■ **Exercise aim**:
Could you return every line of the records below that contains the word "BOULEVARD"?

■ **Task inputs**:

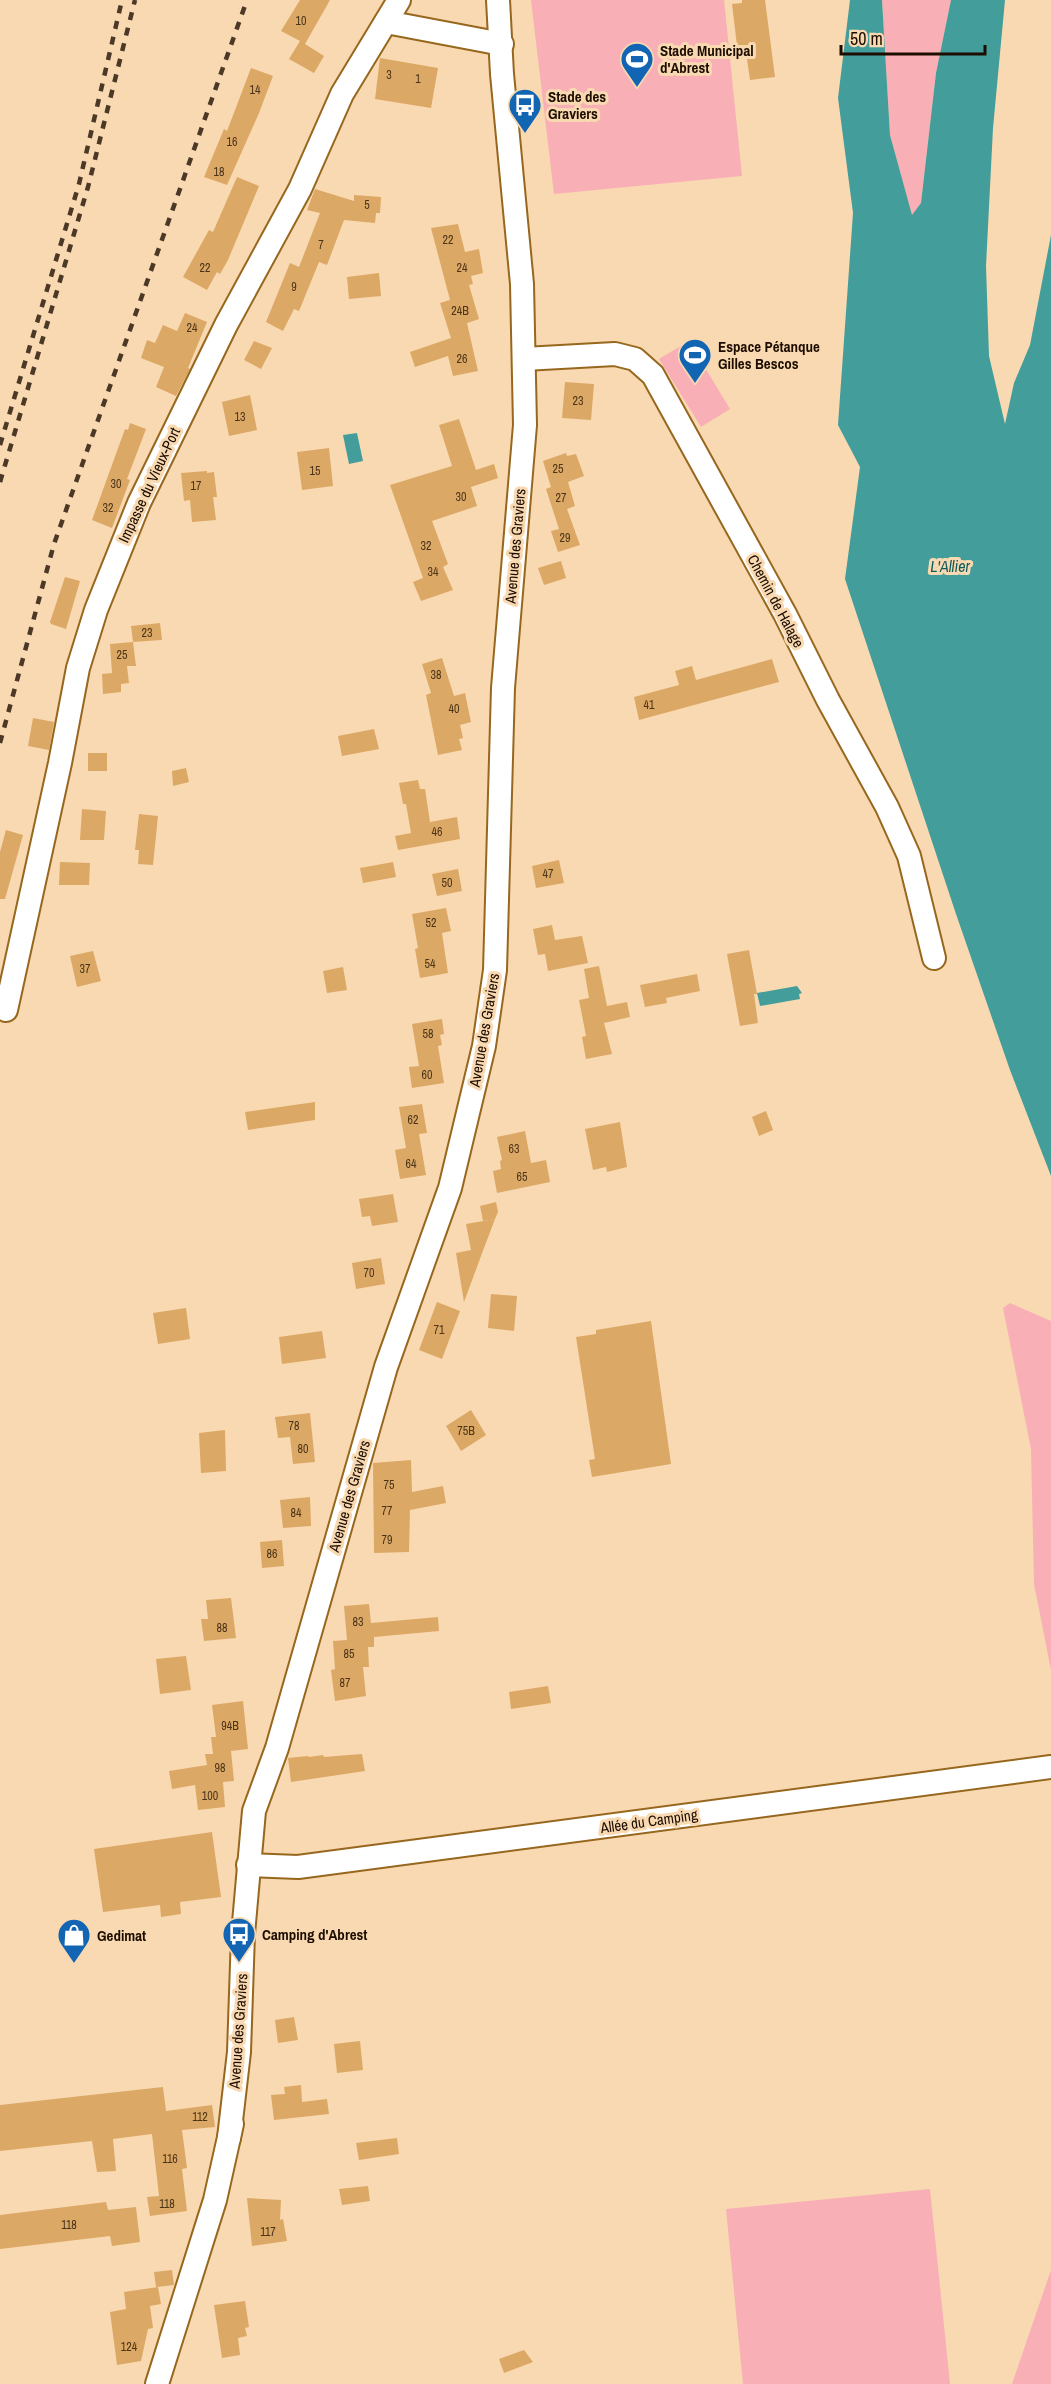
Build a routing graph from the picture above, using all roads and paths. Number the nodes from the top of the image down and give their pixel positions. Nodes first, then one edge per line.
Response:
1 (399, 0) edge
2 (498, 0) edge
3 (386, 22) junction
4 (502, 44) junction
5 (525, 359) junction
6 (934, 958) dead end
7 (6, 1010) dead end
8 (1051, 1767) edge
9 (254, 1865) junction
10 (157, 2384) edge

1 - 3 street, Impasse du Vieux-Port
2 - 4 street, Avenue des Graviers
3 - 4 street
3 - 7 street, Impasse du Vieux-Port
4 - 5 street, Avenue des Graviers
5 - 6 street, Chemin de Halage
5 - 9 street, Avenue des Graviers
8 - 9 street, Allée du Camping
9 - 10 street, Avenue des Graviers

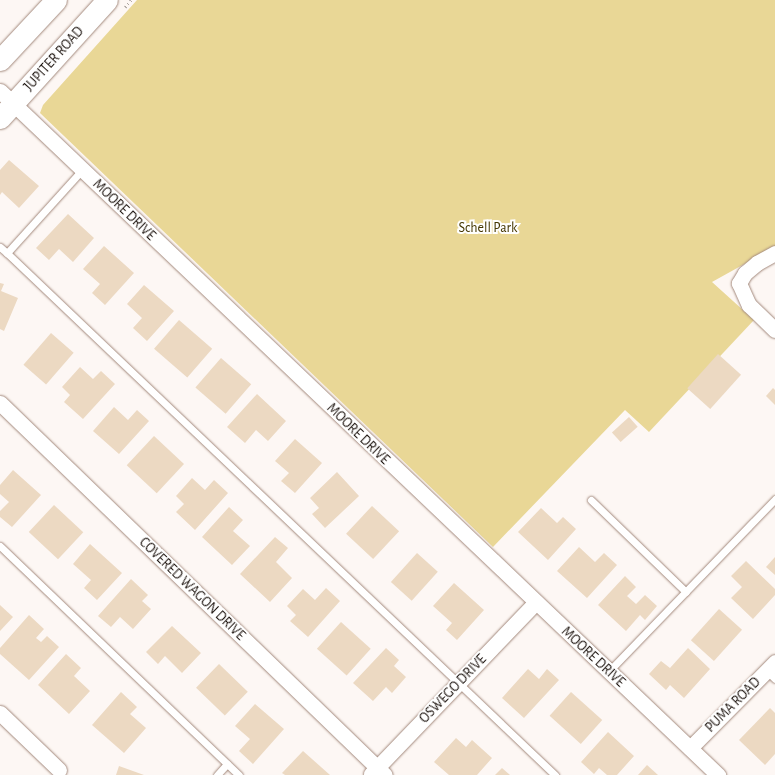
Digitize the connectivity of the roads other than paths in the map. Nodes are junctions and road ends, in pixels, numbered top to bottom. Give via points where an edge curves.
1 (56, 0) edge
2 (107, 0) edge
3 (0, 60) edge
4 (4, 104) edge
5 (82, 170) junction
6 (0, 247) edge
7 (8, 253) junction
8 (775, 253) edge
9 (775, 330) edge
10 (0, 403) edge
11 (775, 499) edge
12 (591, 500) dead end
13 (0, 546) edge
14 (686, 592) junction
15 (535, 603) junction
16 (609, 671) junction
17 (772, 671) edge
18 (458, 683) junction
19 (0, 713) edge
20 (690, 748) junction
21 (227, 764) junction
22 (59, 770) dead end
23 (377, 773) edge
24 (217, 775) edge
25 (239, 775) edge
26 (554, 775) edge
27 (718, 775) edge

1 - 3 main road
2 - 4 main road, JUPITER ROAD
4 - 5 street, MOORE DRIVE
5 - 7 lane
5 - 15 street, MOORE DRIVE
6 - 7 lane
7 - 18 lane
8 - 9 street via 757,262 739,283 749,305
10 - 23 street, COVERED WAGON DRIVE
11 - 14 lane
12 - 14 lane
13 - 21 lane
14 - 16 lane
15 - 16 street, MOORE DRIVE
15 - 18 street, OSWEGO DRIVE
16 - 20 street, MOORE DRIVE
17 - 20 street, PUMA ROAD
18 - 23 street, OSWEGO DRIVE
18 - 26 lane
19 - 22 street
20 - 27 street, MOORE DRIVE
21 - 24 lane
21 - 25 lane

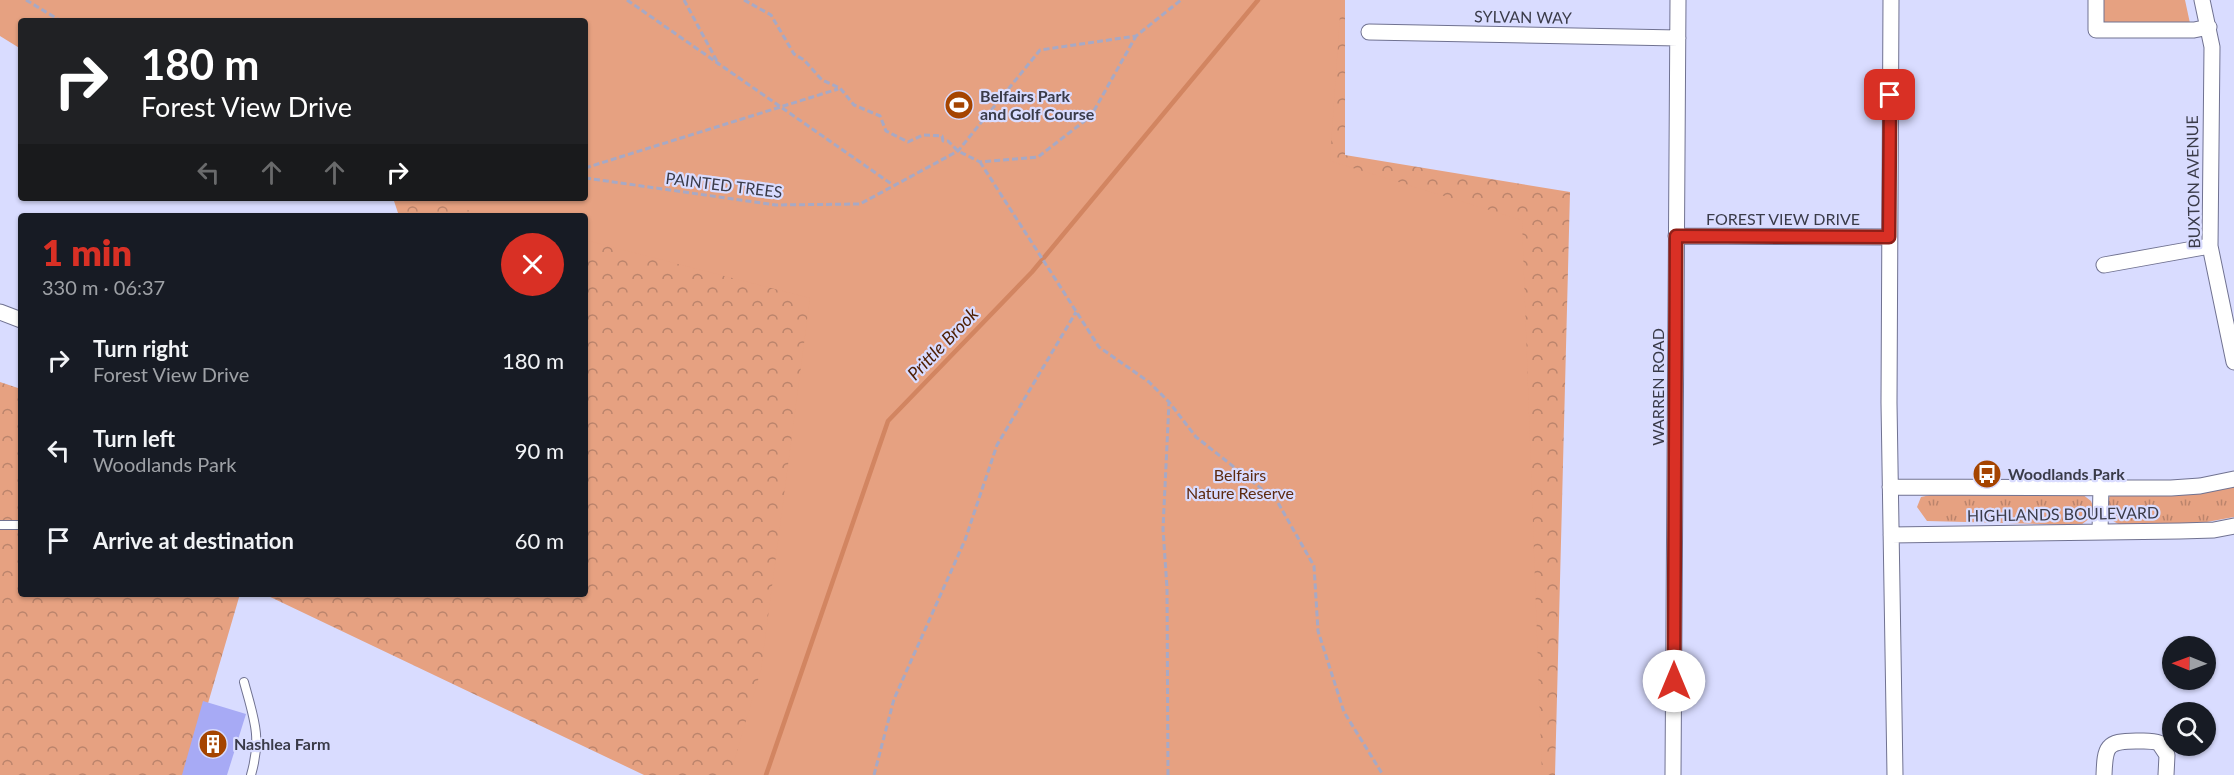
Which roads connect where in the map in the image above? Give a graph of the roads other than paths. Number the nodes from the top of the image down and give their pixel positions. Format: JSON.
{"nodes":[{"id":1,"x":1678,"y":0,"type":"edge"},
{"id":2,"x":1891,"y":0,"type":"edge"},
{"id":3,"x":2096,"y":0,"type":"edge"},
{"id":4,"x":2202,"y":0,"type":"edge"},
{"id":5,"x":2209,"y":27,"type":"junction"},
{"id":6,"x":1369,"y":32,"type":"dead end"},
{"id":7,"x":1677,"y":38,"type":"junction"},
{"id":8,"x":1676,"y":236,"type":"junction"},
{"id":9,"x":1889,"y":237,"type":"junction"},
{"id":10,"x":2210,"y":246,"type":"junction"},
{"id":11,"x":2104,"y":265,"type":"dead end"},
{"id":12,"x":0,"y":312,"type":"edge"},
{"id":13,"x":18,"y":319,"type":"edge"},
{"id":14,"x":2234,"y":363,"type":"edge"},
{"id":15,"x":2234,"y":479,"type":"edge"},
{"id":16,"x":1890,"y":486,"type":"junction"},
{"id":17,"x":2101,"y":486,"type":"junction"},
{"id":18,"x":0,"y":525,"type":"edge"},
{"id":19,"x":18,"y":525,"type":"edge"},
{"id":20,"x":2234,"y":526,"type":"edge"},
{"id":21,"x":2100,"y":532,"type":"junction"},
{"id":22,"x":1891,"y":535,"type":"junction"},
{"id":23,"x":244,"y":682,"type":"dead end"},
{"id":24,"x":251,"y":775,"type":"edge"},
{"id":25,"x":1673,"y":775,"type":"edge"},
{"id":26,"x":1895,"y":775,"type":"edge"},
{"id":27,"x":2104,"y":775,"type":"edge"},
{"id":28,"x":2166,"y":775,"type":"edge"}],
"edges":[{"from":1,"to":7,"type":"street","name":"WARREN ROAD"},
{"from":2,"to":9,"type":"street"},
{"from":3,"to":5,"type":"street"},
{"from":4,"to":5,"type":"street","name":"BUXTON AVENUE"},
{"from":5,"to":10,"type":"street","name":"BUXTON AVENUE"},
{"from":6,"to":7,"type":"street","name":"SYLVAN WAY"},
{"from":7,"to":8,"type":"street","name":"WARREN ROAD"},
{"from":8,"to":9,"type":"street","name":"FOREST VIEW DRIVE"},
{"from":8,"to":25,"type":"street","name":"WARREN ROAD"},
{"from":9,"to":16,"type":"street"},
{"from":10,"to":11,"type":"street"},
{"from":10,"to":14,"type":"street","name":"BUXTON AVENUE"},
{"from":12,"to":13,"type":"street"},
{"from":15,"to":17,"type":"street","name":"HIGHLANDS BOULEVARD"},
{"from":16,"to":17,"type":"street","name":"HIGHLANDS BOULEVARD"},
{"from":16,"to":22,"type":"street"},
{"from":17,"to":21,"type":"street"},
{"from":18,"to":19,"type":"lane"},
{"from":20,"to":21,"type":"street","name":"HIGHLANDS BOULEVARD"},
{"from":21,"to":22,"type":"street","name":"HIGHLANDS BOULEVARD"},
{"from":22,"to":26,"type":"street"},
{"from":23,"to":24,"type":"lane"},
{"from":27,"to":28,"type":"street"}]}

■ **Finished task**:
{"from":15,"to":17,"type":"street","name":"HIGHLANDS BOULEVARD"},
{"from":16,"to":17,"type":"street","name":"HIGHLANDS BOULEVARD"},
{"from":20,"to":21,"type":"street","name":"HIGHLANDS BOULEVARD"},
{"from":21,"to":22,"type":"street","name":"HIGHLANDS BOULEVARD"},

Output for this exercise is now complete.